The shift away from expensive, highly centralized, time-shared supercomputers for high-performance computing began in the 1980s. The shift is similar to the shift away from traditional mainframes and minicomputers to workstations and PCs. In response to technological advances, specialized architectures, the dictates of economies, and the growing importance of interactivity and visualization, newly formed companies challenged the conventional high-end machines by introducing a host of supersubstitutes: minisupercomputers, graphics supercomputers, superworkstations, and specialized parallel computers. Cost-effective FLOPS, that is, the floating-point operations per second essential to high-performance technical computing, come in many new forms. The compute power for demanding scientific and engineering challenges could be found across a whole spectrum of machines with a range of price/performance points. Machines as varied as a Sun Microsystems, Inc., workstation, a graphics supercomputer, a minisupercomputer, or a special-purpose computer like a Thinking Machines Corporation Connection Machine or an nCUBE Corporation Hypercube all do the same computation for five to 50 per cent of the cost of doing it on a conventional supercomputer. Evidence of this trend abounds.
An example of cost effectiveness would be the results of the PERFECT (Performance Evaluation for Cost-Effective Transformation) contest. This benchmark suite, developed at the University of Illinois Supercomputing Research and Development Center in conjunction with manufacturers and users, attempts to measure supercomputer performance and cost effectiveness.
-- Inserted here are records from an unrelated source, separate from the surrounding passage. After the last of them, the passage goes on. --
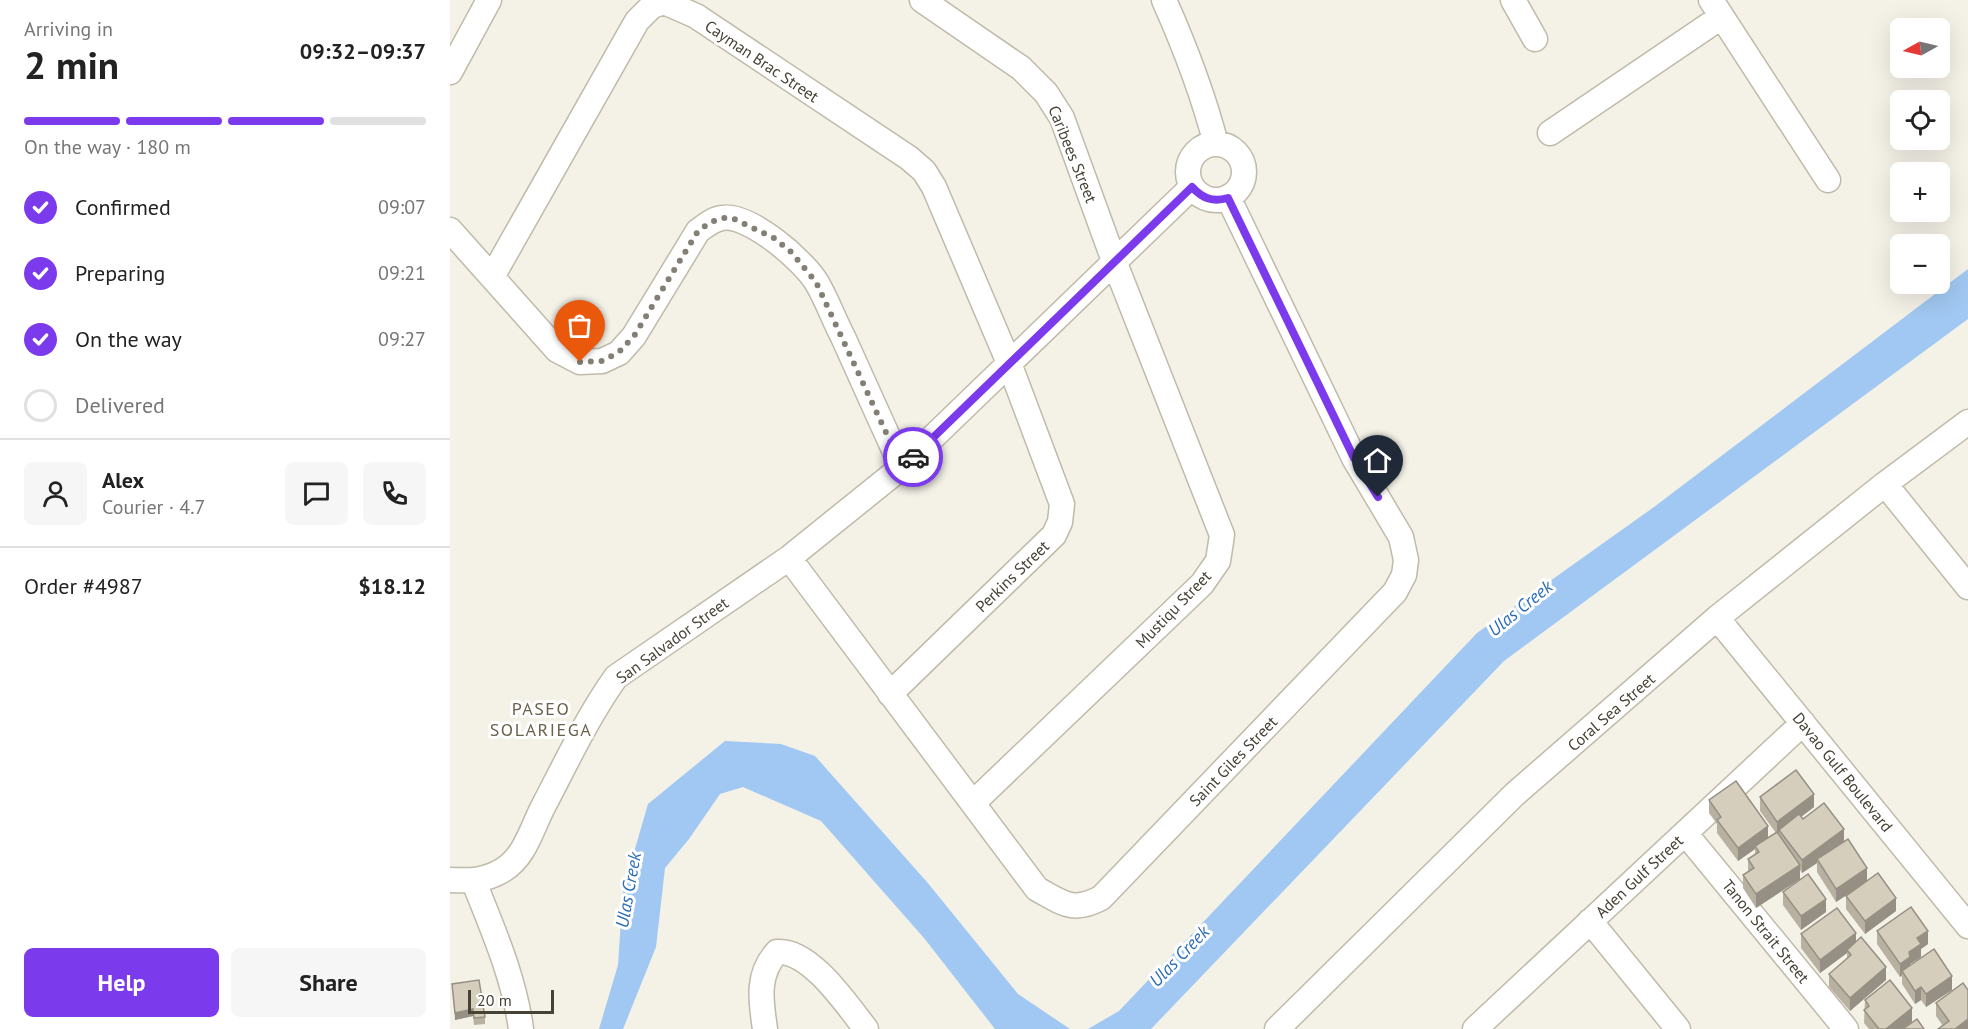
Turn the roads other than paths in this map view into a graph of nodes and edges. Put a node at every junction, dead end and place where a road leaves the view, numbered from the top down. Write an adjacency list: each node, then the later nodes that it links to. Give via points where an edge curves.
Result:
1 (489, 0): 7 (street)
2 (922, 0): 14 (street, Caribees Street, via 1022,68 1047,93 1062,118)
3 (1164, 0): 9 (street, via 1190,58)
4 (1513, 0): 6 (street)
5 (1716, 8): 8 (street); 10 (street)
6 (1535, 39)
7 (450, 72)
8 (1550, 133)
9 (1216, 144): 11 (street, via 1194,155 1188,171); 12 (street, via 1233,150 1243,166 1241,184)
10 (1828, 180)
11 (1192, 187): 12 (street, via 1208,199); 14 (street, San Salvador Street)
12 (1228, 198): 25 (street, Saint Giles Street, via 1354,458 1401,537 1406,560 1404,575 1395,592 1101,898 1086,906 1066,905 1037,889)
13 (450, 230): 15 (street)
14 (1114, 261): 16 (street, San Salvador Street); 25 (street, Mustiqu Street, via 1222,535 1218,561 1202,584)
15 (492, 278): 16 (street, Cayman Brac Street, via 637,21 652,6 664,2 696,16 924,171); 18 (street, via 557,350 580,362 602,361 619,352 634,336 698,231 722,218 751,226 791,252 816,282)
16 (1009, 363): 18 (street, San Salvador Street); 23 (street, Perkins Street, via 1062,504 1060,522 1054,535)
17 (1968, 422): 19 (street, Coral Sea Street)
18 (902, 467): 20 (street, San Salvador Street)
19 (1885, 484): 21 (street); 22 (street, Coral Sea Street)
20 (789, 558): 23 (street, Saint Giles Street); 27 (street, San Salvador Street, via 616,677 597,703 523,849 504,870)
21 (1968, 586)
22 (1717, 618): 24 (street, Davao Gulf Boulevard); 34 (street, Coral Sea Street, via 1515,794)
23 (890, 694): 25 (street, Saint Giles Street)
24 (1803, 723): 26 (street, Aden Gulf Street); 29 (street, Davao Gulf Boulevard)
25 (972, 803)
26 (1685, 833): 28 (street, Aden Gulf Street); 36 (street, Tanon Strait Street)
27 (462, 881): 31 (street, San Salvador Street, via 499,945)
28 (1590, 921): 30 (street, Aden Gulf Street); 35 (street)
29 (1968, 926)
30 (1489, 1024)
31 (521, 1029)
32 (765, 1029): 33 (street, via 762,979 777,952 788,951 808,962)
33 (867, 1029)
34 (1277, 1029)
35 (1678, 1029)
36 (1846, 1029)

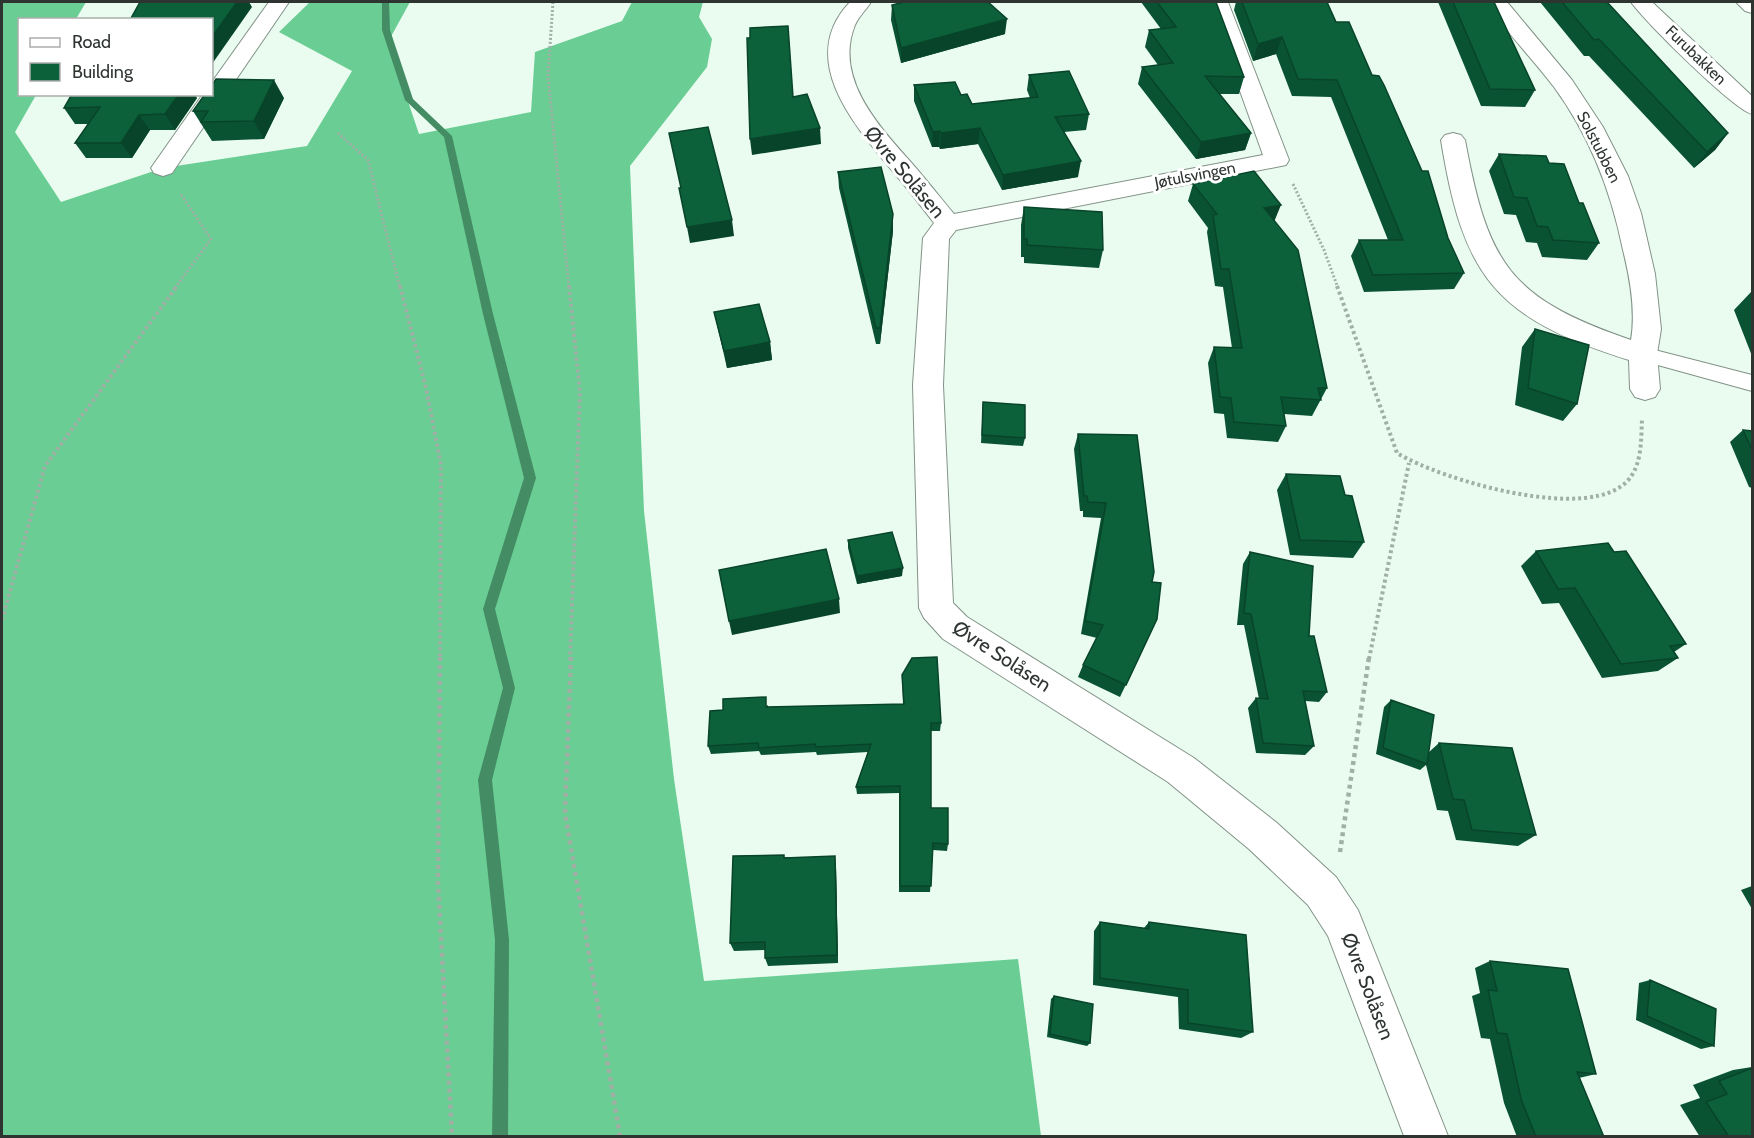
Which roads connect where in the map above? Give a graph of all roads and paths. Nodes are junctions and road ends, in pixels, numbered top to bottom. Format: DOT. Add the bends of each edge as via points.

In the 1989 contest, an eight-processor CRAY Y-MP/832 took the laurels for peak performance by achieving 22 and 120 MFLOPS (million floating-point operations per second) for the unoptimized baseline and hand-tuned, highly optimized programs, respectively. A uniprocessor Stardent Computer 3000 graphics supercomputer won the
cost/performance award by a factor of 1.8 and performed at 4.2 MFLOPS with no tuning and 4.4 MFLOPS with tuning. The untuned programs on the Stardent 3000 were a factor of 27 times more cost effective than the untuned CRAY Y-MP programs. In comparison, a Sun SPARCstation 1 ran the benchmarks roughly one-third as fast as the Stardent.
The PERFECT results typify "dis-economy" of scale. When it comes to getting high-performance computation for scientific and engineering problems, the biggest machine is rarely the most cost effective. This concept runs counter to the myth created in the 1960s known as Grosch's Law, which stated that the power of a computer increased as its price squared. Many studies have shown that the power of a computer increased at most as the price raised to the 0.8 power—a dis-economy of scale.
Table 1 provides a picture of the various computing power and capacity measures for various types of computers that can substitute for supercomputers. The computer's peak power and LINPACK 1K × 1K estimate the peak power that a computer might deliver on a highly parallel application. LINPACK 100-×-100 shows the power that might be expected for a typical supercomputer application and the average speed at which a supercomputer might operate. The Livermore Fortran Kernels (LFKs) were designed to typify workload, that is, the capacity of a computer operating at Lawrence Livermore National Laboratory.
The researchers who use NSF's five supercomputing centers at no cost are insulated from cost considerations. Users get relatively little processing power per year despite the availability of the equivalent 30 CRAY
|
X-MP processors, or 240,000 processor hours per year. When that processing power is spread out among 10,000 researchers, it averages out to just 24 hours per year, or about what a high-power PC can deliver in a month. Fortunately, a few dozen projects get 1000 hours per year. Moreover, users have to contend with a total solution time disproportionate to actual computation time, centralized management and allocation of resources, the need to understand vectorization and parallelization to utilize the processors effectively (including memory hierarchies), and other issues.
These large, central facilities are not necessarily flawed as a source of computer power unless they attempt to be a one-stop solution. They may be the best resource for the very largest users with large, highly tuned parallel programs that may require large memories, file capacity of tens or hundreds of gigabytes, the availability of archive files, and the sharing of large databases and large programs. They also suffice for the occasional user who needs only a few hours of computing a year and doesn't want to own or operate a computer.
But they're not particularly well suited to the needs of the majority of users working on a particular engineering or scientific problem that is embodied in a program model. They lack the interactive and visualization capabilities that computer-aided design requires, for example. As a result, even with free computer time, only a small fraction of the research community, between five and 10 per cent, uses the NSF centers. Instead, users are buying smaller computing resources to make more power available than the large, traditional, centralized supercomputer supplies. Ironic though it may seem, less is more .